**Aim of the exercise:**
Report every line of the records beneath this task that holds the string "Turn".

**Task material:**
:::::

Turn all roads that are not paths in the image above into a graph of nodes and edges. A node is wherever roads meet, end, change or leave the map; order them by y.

:::::

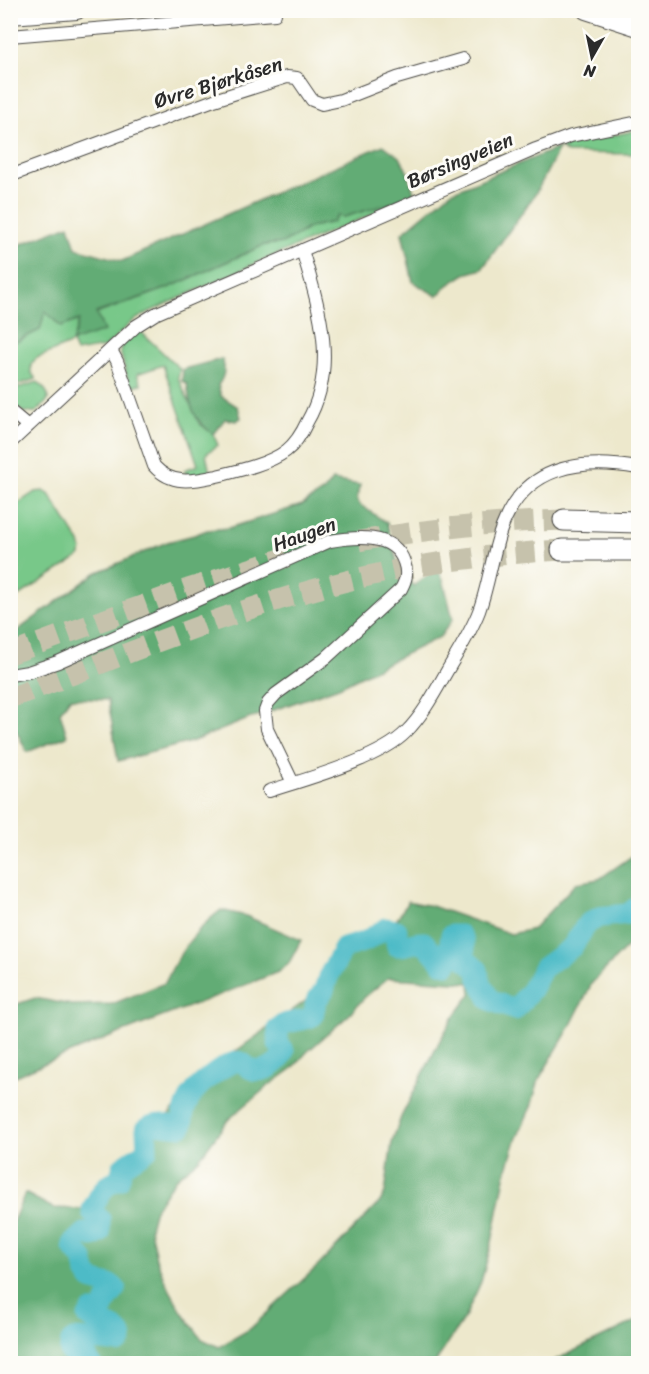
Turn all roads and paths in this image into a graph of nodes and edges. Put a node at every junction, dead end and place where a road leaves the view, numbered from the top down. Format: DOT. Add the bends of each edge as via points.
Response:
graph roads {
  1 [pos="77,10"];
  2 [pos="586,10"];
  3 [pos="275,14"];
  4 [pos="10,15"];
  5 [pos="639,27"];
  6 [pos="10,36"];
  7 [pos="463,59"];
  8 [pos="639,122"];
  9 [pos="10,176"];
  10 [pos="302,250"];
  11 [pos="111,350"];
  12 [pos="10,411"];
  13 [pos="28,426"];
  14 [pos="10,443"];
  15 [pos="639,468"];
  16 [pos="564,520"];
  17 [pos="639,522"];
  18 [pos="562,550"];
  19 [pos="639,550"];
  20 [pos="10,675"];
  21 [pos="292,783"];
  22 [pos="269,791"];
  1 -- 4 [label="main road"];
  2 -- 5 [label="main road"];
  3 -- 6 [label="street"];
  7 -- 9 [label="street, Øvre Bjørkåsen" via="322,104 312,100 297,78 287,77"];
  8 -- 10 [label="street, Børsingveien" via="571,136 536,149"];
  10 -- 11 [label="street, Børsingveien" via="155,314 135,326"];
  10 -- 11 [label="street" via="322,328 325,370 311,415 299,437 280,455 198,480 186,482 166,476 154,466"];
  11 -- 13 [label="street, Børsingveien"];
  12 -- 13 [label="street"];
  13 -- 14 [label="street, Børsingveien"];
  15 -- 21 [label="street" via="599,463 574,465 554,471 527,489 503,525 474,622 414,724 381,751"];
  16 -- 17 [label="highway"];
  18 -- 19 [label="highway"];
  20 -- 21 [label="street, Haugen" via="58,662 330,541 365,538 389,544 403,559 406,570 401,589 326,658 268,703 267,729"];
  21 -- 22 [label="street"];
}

:::::

**Your response:**
Turn all roads that are not paths in the image above into a graph of nodes and edges. A node is wherever roads meet, end, change or leave the map; order them by y.
Turn all roads and paths in this image into a graph of nodes and edges. Put a node at every junction, dead end and place where a road leaves the view, numbered from the top down. Format: DOT. Add the bends of each edge as via points.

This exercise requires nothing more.